叶型近前缘区域一体化设计降低前缘敏感性的机制探索

It is well known that a blade leading edge spike flow can usually be found due to the effects of the connecting of separate curves of blade leading edge and blade surface during blade design procedure, the blade manufacturing errors and also the natural erosion effect during the engine service. The spike flow usually has to significant effects on blade surface boundary layer development, one is a flow disturb effect and the other one is a disturb magnification effect, which can cause the deviation of blade performance from the idealized design condition. This effect is much more serious for the blade with controlled diffusion airfoil. In this project, we suggest a novel method to deal with this problem, i.e. using an integral curve to design the blade leading edge and the adjacent section of blade suction surface which makes a strong flow acceleration downstream blade leading edge. During the design procedure, the transition of the curvature of blade leading edge and blade surface can be carefully controlled to weaken the spike flow; meanwhile, the strong flow acceleration can damp the upstream flow disturbance. By using this method, the sensitivity of blade leading edge might be reduced significant, which can make the blade maintain a high performance during a wide operating range. Some numerical research will conducted at first to clarify the effects of different blade leading edge and suction side acceleration section geometrics on the performance of blade surface boundary layer. Then, a series of large eddy simulations and planar cascade experiments will be carried out for analyzing the flow mechanisms of different geometric-response of typical boundary layer parameters and coherent structures. Based on the above studies, the design principles of the integral curve will be suggested and design function of the curve will be developed. Finally, the design function will be validated by large eddy simulations, planar cascade experiments and compressor test experiments.

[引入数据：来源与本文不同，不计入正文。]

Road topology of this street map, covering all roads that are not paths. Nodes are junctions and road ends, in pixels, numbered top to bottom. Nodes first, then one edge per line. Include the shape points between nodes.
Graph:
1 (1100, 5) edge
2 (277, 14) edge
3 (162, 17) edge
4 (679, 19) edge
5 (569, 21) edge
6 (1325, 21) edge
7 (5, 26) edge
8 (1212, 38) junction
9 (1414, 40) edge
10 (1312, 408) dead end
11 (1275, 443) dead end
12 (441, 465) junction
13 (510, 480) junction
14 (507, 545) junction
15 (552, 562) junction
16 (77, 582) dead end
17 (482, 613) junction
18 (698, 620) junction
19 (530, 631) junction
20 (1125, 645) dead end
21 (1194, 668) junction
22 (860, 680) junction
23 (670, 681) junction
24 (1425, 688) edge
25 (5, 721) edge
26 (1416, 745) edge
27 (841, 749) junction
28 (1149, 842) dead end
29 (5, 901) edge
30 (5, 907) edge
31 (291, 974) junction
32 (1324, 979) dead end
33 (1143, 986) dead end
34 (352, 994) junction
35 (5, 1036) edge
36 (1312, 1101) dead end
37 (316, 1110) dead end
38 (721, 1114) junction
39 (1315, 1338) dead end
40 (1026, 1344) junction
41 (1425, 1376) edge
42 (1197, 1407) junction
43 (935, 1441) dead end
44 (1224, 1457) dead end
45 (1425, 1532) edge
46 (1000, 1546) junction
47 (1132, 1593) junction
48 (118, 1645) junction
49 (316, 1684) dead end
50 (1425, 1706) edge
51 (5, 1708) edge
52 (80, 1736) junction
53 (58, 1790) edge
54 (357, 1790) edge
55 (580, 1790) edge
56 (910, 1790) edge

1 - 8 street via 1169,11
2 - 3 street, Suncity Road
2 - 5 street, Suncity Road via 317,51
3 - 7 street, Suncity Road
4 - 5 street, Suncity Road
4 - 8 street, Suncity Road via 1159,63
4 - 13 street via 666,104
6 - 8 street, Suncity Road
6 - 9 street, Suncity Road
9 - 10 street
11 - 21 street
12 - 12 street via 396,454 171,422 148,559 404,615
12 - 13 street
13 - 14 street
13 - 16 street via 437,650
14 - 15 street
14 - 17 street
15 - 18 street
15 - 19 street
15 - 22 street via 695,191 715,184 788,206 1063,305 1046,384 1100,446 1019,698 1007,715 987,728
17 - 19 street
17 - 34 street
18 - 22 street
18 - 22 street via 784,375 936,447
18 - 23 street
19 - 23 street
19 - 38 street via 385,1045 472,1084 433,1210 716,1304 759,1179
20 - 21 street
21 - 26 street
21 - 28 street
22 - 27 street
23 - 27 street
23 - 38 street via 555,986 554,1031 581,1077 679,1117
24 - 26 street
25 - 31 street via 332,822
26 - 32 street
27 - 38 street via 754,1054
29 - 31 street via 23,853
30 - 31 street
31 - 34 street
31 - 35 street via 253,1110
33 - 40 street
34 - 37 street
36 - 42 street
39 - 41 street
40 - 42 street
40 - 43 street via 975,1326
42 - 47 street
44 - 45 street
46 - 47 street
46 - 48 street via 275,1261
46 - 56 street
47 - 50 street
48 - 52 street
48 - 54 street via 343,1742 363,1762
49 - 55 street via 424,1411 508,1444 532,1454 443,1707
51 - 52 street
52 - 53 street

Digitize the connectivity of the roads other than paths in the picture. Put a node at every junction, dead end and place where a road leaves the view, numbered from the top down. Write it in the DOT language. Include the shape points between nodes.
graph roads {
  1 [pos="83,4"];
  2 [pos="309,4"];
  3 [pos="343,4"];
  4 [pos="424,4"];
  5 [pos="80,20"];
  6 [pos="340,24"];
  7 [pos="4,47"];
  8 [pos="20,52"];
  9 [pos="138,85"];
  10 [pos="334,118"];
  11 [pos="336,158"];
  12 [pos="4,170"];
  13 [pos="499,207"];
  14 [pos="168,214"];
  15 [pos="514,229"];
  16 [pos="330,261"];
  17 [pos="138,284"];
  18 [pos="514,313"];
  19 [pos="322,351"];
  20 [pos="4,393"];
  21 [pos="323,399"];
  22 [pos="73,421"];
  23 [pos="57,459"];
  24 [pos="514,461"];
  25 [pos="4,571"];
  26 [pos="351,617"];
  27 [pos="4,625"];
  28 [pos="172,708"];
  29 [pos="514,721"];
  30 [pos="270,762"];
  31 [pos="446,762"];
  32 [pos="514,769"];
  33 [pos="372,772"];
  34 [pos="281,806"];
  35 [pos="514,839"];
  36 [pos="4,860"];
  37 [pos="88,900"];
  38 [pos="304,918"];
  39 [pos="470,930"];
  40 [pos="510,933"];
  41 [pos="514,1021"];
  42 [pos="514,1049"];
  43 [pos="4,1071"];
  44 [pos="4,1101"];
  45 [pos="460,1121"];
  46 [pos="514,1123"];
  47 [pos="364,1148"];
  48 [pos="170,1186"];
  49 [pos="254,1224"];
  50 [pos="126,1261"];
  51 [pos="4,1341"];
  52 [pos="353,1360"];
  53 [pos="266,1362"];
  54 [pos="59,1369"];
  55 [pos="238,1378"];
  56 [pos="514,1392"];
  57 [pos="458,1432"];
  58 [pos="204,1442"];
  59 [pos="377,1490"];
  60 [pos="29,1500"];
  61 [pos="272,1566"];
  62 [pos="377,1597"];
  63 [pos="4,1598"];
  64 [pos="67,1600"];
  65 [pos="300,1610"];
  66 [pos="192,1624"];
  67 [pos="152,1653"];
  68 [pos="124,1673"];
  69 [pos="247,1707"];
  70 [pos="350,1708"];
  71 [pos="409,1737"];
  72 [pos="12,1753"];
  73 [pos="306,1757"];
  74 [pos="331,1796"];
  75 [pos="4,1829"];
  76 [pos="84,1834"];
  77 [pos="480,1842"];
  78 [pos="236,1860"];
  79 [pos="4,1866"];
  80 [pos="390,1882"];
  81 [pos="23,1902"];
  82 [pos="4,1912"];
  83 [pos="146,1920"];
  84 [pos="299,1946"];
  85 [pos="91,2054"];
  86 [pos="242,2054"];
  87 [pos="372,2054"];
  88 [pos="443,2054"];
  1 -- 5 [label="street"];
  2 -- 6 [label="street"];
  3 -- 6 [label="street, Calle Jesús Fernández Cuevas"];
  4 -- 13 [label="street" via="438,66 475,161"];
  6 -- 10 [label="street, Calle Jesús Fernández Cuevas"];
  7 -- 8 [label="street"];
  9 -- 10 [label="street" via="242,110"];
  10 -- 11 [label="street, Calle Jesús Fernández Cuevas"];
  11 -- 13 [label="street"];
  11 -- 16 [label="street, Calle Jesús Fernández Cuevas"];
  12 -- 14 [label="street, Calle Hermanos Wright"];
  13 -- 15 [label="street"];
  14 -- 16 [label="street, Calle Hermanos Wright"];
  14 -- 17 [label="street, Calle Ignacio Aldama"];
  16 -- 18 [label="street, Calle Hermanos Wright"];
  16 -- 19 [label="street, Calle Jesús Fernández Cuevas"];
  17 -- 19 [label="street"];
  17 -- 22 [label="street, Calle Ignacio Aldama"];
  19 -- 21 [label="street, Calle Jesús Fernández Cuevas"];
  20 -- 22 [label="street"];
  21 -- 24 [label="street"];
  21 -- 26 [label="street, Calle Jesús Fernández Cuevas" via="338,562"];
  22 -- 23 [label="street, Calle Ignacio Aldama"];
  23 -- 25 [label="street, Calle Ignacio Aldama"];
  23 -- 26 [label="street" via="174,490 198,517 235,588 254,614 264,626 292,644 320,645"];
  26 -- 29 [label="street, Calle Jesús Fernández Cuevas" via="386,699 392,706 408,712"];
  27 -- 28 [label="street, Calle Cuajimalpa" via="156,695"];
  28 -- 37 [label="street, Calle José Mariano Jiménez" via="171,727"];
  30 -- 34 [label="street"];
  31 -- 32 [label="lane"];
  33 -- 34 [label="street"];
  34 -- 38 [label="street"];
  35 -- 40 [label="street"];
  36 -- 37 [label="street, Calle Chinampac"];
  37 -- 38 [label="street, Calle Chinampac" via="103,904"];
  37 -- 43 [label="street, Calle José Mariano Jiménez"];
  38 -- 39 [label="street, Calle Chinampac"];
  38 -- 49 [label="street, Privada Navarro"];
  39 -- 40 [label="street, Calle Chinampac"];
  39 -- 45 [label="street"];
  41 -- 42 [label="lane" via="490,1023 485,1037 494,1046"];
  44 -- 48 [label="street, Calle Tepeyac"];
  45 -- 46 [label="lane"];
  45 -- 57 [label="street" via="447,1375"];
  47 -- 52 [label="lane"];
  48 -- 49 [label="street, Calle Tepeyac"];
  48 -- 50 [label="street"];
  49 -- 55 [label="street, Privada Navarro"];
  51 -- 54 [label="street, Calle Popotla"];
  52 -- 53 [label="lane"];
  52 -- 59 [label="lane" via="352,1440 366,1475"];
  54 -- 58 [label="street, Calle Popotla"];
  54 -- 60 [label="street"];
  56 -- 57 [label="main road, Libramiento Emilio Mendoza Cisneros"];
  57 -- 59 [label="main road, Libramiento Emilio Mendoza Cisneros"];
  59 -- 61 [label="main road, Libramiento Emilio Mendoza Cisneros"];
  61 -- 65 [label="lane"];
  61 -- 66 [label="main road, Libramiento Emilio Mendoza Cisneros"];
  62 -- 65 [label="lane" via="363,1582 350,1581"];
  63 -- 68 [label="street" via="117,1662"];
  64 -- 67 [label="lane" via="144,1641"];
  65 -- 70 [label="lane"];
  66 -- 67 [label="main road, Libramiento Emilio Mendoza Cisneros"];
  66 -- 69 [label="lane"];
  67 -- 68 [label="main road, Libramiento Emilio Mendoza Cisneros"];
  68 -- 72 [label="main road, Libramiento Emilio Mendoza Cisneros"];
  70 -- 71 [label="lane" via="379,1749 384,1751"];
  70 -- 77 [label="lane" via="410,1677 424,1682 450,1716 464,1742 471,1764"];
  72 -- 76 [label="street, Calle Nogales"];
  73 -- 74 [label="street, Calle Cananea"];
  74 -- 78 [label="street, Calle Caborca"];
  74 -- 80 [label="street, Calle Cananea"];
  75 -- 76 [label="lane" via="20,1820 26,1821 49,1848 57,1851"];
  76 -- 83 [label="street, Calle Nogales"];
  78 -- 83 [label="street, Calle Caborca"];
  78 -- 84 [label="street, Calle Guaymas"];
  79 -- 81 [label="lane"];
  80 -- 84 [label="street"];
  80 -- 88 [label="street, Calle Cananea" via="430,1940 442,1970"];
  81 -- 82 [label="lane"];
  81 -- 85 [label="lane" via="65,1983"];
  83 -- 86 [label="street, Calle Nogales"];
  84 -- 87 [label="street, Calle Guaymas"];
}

在叶型设计过程中，传统的叶片前缘和叶身分开造型，以及加工误差和使用过程中的自然侵蚀，都容易造成在前缘处出现一个突然膨胀扩压过程，即Spike流动。这种流动具有扰动源和扰动放大器双重效应，会改变理想的叶表附面层发展状态，使叶型性能偏离设计状态。该问题在可控扩散叶型中尤为突出。本项目提出了利用叶片前缘和吸力面加速段一体化造型的新思路来解决该问题。通过前缘与叶身曲率的合理过渡减弱Spike扰动，同时通过控制前缘后的强加速抑制扰动增长，起到降低叶型对前缘的气动和几何敏感性，使之在更宽广的工作范围内都保持高性能的作用。研究将首先通过数值模拟系统分析前缘和吸力面加速段对叶表边界层的作用机制，并利用大涡模拟和平面叶栅实验从边界层典型参数的变化和拟序结构的发展层面对该机制深入分析。然后将凝炼出叶型近前缘区域一体化造型的基本原则，并发展相应的造型函数。最后将通过大涡模拟、平面叶栅和压气机实验台实验进行验证。

为了解决传统叶片造型方法中前缘和叶身分开造型易导致前缘和叶身曲率不连续，进而导致叶型设计鲁棒性低的问题，本项目提出了叶片前缘和吸力面加速段一体化造型的方法。在项目研究过程中，通过系统分析研究前缘对叶型气动性能和叶表附面层发展影响的机制和影响因素，首先发展了曲率连续前缘造型方法；然后通过从工程实际中提炼出的加工偏差形式，系统分析了不同前缘形式对叶型气动鲁棒性的影响；最后，为了在提高叶型性能的同时也提高叶型的气动鲁棒性，发展了前缘和叶身一体化造型的新叶型设计方法。经过9套高低速平面叶栅和一套低速大尺寸单级压气机实验，从不同层面验证了采用理论和数值方法研究成果的可靠性，证明了叶片前缘和叶身一体化造型方法设计得到的叶型在性能上的优势及其潜在的工程应用价值。在研究过程中为了实施精细化测量，还发展了高精度叶表附面层IPIV数据处理方法、5孔气动探针分区标定/测量方法和叶片前缘高空间分辨率压力测量方法。